Me quería más que yo a él le apreciaba. Éramos viejos amigos. Nuestra compartida juventud de ateneos culturales y algaradas estudiantiles nos había hermanado como un huevo de dos yemas. Teníamos parecidos gustos: Cortázar, el café con anís y las clásicas películas del oeste. Él también escribía, sobre todo poesía, muy cercana y al estilo de Brines: poemas de ausencias, de luces y de sombras, de silencios y agonías. Recuerdo aquellos versos que me dedicó con motivo de mi último cumpleaños. Llamo a tu casa / y no me abres. / O eres eterno, / o no has nacido todavía.
Yo vivía en un edificio cerca de la Estación de Zaraiche. Claudia, tenía su piso justo encima del mío. Esta vecinal circunstancia fue la que en más de una ocasión convirtió a la hija de mi amigo en nuestra mutua mensajera. El padre de Claudia vivía solo. Estaba completamente sano. De no ser así su hija no se hubiera ido del hogar paterno.

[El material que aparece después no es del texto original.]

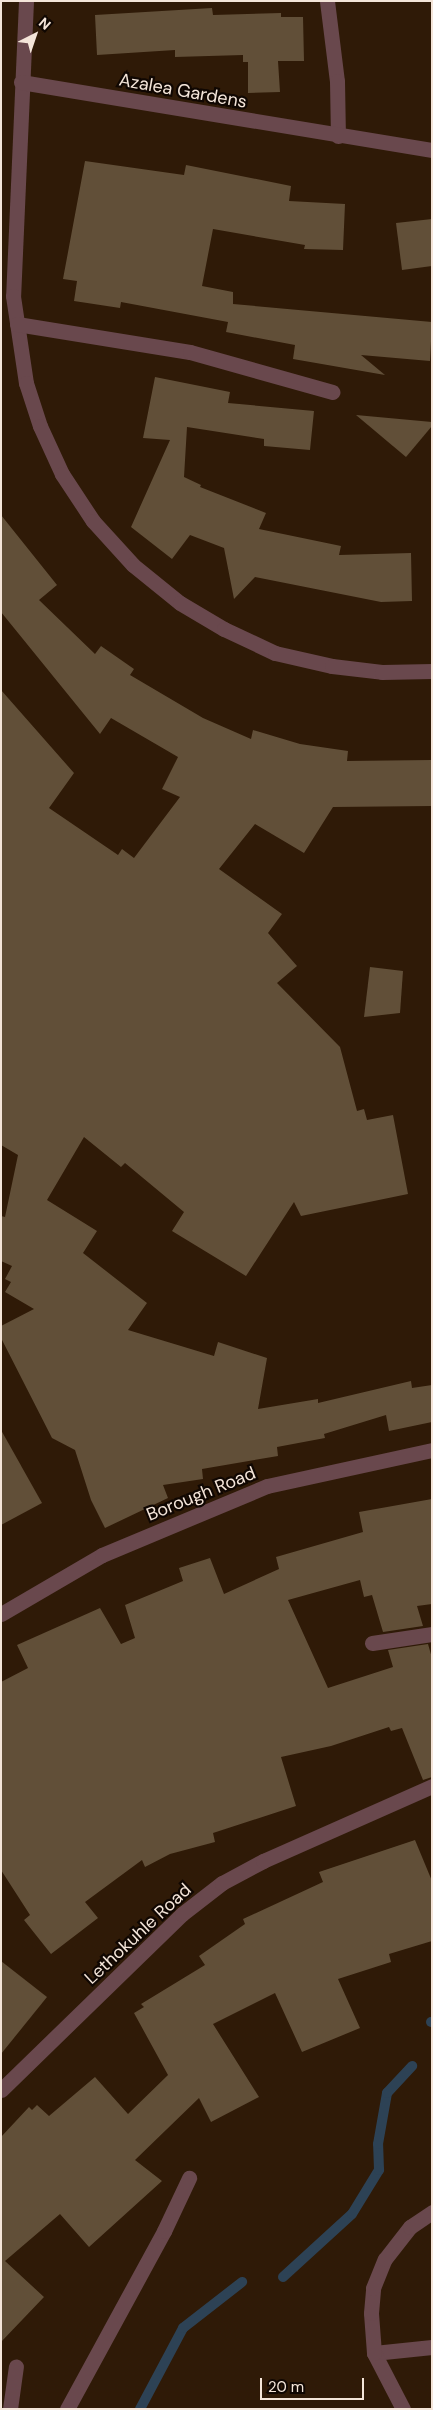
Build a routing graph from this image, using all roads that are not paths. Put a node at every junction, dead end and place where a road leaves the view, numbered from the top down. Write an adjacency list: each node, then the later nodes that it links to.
1 (26, 1): 3 (street)
2 (327, 1): 4 (street)
3 (21, 82): 4 (street, Azalea Gardens); 6 (street)
4 (338, 136): 5 (street, Azalea Gardens)
5 (432, 150)
6 (17, 324): 7 (street); 8 (street)
7 (332, 392)
8 (432, 671)
9 (432, 1450): 10 (street, Borough Road)
10 (1, 1614)
11 (432, 1634): 12 (street)
12 (372, 1643)
13 (432, 1786): 14 (street, Lethokuhle Road)
14 (1, 2090)
15 (188, 2178): 21 (street)
16 (432, 2212): 18 (street)
17 (432, 2348): 18 (street)
18 (374, 2353): 22 (street)
19 (16, 2366): 20 (street)
20 (10, 2409)
21 (67, 2409)
22 (403, 2409)

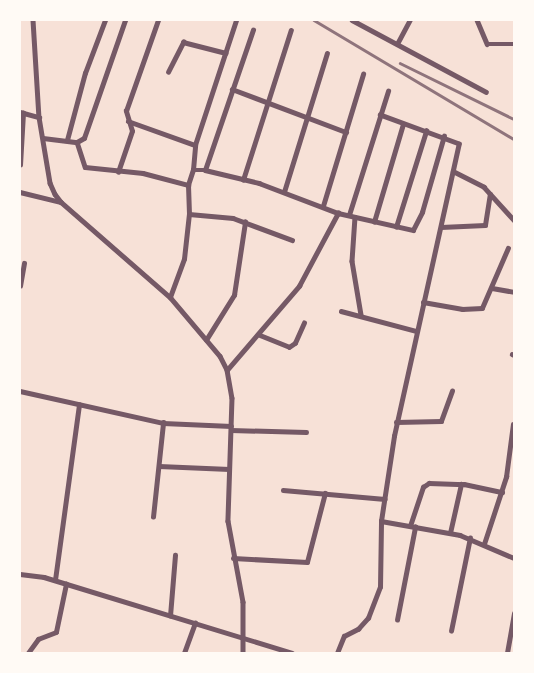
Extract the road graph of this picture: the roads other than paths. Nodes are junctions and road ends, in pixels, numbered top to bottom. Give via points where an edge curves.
1 (33, 20) edge
2 (104, 20) edge
3 (125, 20) edge
4 (158, 20) edge
5 (236, 20) edge
6 (352, 20) edge
7 (410, 20) edge
8 (476, 20) edge
9 (253, 30) dead end
10 (291, 30) dead end
11 (397, 44) junction
12 (514, 44) edge
13 (226, 53) junction
14 (327, 53) dead end
15 (168, 72) dead end
16 (363, 74) dead end
17 (232, 89) junction
18 (388, 91) dead end
19 (486, 92) dead end
20 (266, 103) junction
21 (22, 113) edge
22 (380, 115) junction
23 (39, 117) junction
24 (306, 118) junction
25 (126, 121) junction
26 (403, 124) junction
27 (426, 131) junction
28 (346, 132) junction
29 (444, 136) junction
30 (43, 138) junction
31 (67, 140) junction
32 (77, 142) junction
33 (195, 145) junction
34 (20, 165) edge
35 (193, 170) junction
36 (205, 170) junction
37 (453, 171) junction
38 (118, 172) junction
39 (243, 180) junction
40 (188, 185) junction
41 (20, 192) edge
42 (284, 192) junction
43 (490, 194) junction
44 (61, 202) junction
45 (323, 206) junction
46 (338, 213) junction
47 (189, 214) junction
48 (349, 215) junction
49 (356, 217) junction
50 (514, 220) edge
51 (245, 222) junction
52 (374, 222) junction
53 (396, 227) junction
54 (441, 227) junction
55 (292, 240) dead end
56 (508, 248) dead end
57 (24, 263) dead end
58 (20, 286) edge
59 (492, 288) junction
60 (514, 292) edge
61 (170, 297) junction
62 (423, 302) junction
63 (341, 310) dead end
64 (362, 315) junction
65 (304, 323) dead end
66 (416, 331) junction
67 (260, 335) junction
68 (206, 340) junction
69 (227, 370) junction
70 (20, 391) edge
71 (452, 392) dead end
72 (79, 405) junction
73 (396, 422) junction
74 (163, 423) junction
75 (513, 424) edge
76 (231, 428) junction
77 (306, 432) dead end
78 (159, 466) junction
79 (229, 469) junction
80 (461, 484) junction
81 (283, 490) dead end
82 (502, 492) junction
83 (325, 493) junction
84 (385, 499) junction
85 (153, 517) dead end
86 (381, 521) junction
87 (410, 526) junction
88 (415, 527) junction
89 (450, 533) junction
90 (470, 538) junction
91 (484, 544) junction
92 (175, 556) dead end
93 (233, 558) junction
94 (514, 558) edge
95 (20, 574) edge
96 (55, 580) junction
97 (66, 584) junction
98 (514, 614) edge
99 (170, 616) junction
100 (397, 620) dead end
101 (194, 624) junction
102 (451, 631) dead end
103 (245, 639) junction
104 (28, 653) edge
105 (184, 653) edge
106 (244, 653) edge
107 (292, 653) edge
108 (337, 653) edge
109 (507, 653) edge

1 - 23 street
2 - 31 street via 84,73
3 - 32 street via 84,138
4 - 25 street via 126,111
5 - 13 street
6 - 11 street
7 - 11 street
8 - 12 street via 487,44
9 - 17 street
10 - 20 street
11 - 19 street
13 - 15 street via 183,42
13 - 33 street
14 - 24 street
16 - 28 street
17 - 20 street
17 - 36 street
18 - 22 street
20 - 24 street
20 - 39 street
21 - 23 street
21 - 34 street
22 - 26 street
22 - 48 street
23 - 30 street
24 - 28 street
24 - 42 street
25 - 33 street
25 - 38 street via 132,131
26 - 27 street
26 - 52 street
27 - 29 street
27 - 53 street
28 - 45 street
29 - 37 street via 459,144
29 - 53 street via 417,227 413,230
30 - 31 street
30 - 44 street via 50,183
31 - 32 street
32 - 38 street via 82,165
33 - 35 street
35 - 36 street
35 - 40 street
36 - 39 street
37 - 43 street via 474,181
37 - 54 street
38 - 40 street via 144,173
39 - 42 street
40 - 47 street
41 - 44 street
42 - 45 street
43 - 50 street
43 - 54 street via 485,225
44 - 61 street
45 - 46 street
46 - 48 street
46 - 67 street via 299,286
47 - 51 street
47 - 61 street via 184,259
48 - 49 street
49 - 52 street
49 - 64 street via 352,261
51 - 55 street
51 - 68 street via 234,295
52 - 53 street
54 - 62 street
56 - 59 street
57 - 58 street
59 - 60 street
59 - 62 street via 484,305 477,310
61 - 68 street
62 - 66 street
63 - 64 street
64 - 66 street
65 - 67 street via 295,343 289,347
66 - 73 street
67 - 69 street
68 - 69 street
69 - 76 street
70 - 72 street
71 - 73 street via 441,421
72 - 74 street
72 - 96 street
73 - 84 street
74 - 76 street
74 - 78 street
75 - 82 street
76 - 77 street
76 - 79 street
78 - 79 street
78 - 85 street
79 - 93 street via 228,521
80 - 82 street
80 - 87 street via 426,484
80 - 89 street
81 - 83 street
82 - 91 street
83 - 84 street
83 - 93 street via 307,562
84 - 86 street
86 - 87 street
86 - 108 street via 381,579 372,609 363,625 344,636
87 - 88 street
88 - 89 street
88 - 100 street
89 - 90 street
90 - 91 street
90 - 102 street
91 - 94 street
92 - 99 street
93 - 103 street via 243,602
95 - 96 street
96 - 97 street
97 - 99 street
97 - 104 street via 56,632 38,639
98 - 109 street
99 - 101 street
101 - 103 street
101 - 105 street
103 - 106 street
103 - 107 street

En cierta ocasión, le hice llegar algo acerca de una angustia vital que me invadió una mañana. Tan abatido estaba que, al oír el silbido del tren, ganas me dieron de bajar a la calle y tirarme a las vías. Para quitarme aquel mal pensamiento me puse a escribir. Traspasar mi angustia, convertirla en escritura es una costumbre que en momentos críticos no me va del todo mal. Mientras escribo me siento inmune a la muerte. Luego metí el papel escrito en un sobre y bajé al piso de Claudia:
Se lo das a leer a tu padre, a ver qué le parece.Nada más dejar el sobre en sus manos, me sentí más tranquilo, como quien se quita una alimaña de encima.
A los dos días, la misma Claudia me dio la noticia:
Me lo encontré en la cama, los ojos abiertos, su mirada fija, inmóvil, helada. Delante tenía el texto aquel que le entregué de tu parte. Luego le cerré los ojos. Ayer lo enterramos. Aquí tienes el escrito. Al fin y al cabo es tuyo.Me quedé de piedra. No le dije nada a Claudia de lo que en ese mismo momento me vino a la cabeza. Era demasiado fuerte establecer una relación entre la muerte de su padre y la lectura del mensaje que yo le enviara. De ser así yo podría haber sido su asesino. Hasta entonces, yo estaba convencido que escribir es una manera de vencer la muerte. Pero desde la muerte de mi amigo empecé a considerar que ciertos textos llevan dentro de sí una sustancia tóxica capaz de convertir a sus lectores en verdaderos dementes. Volví pues a leer el texto para comprobar el grado de crueldad que yo pudiera haber inferido en el mensaje que le hice llegar a mi amigo. Luego, entristecido y culpable, prendí fuego al papel aquel, como hiciera la sobrina de don Quijote con los libros de caballerías de su tío don Alonso.
Todo tiene peligro en esta vida, hasta la letra escrita.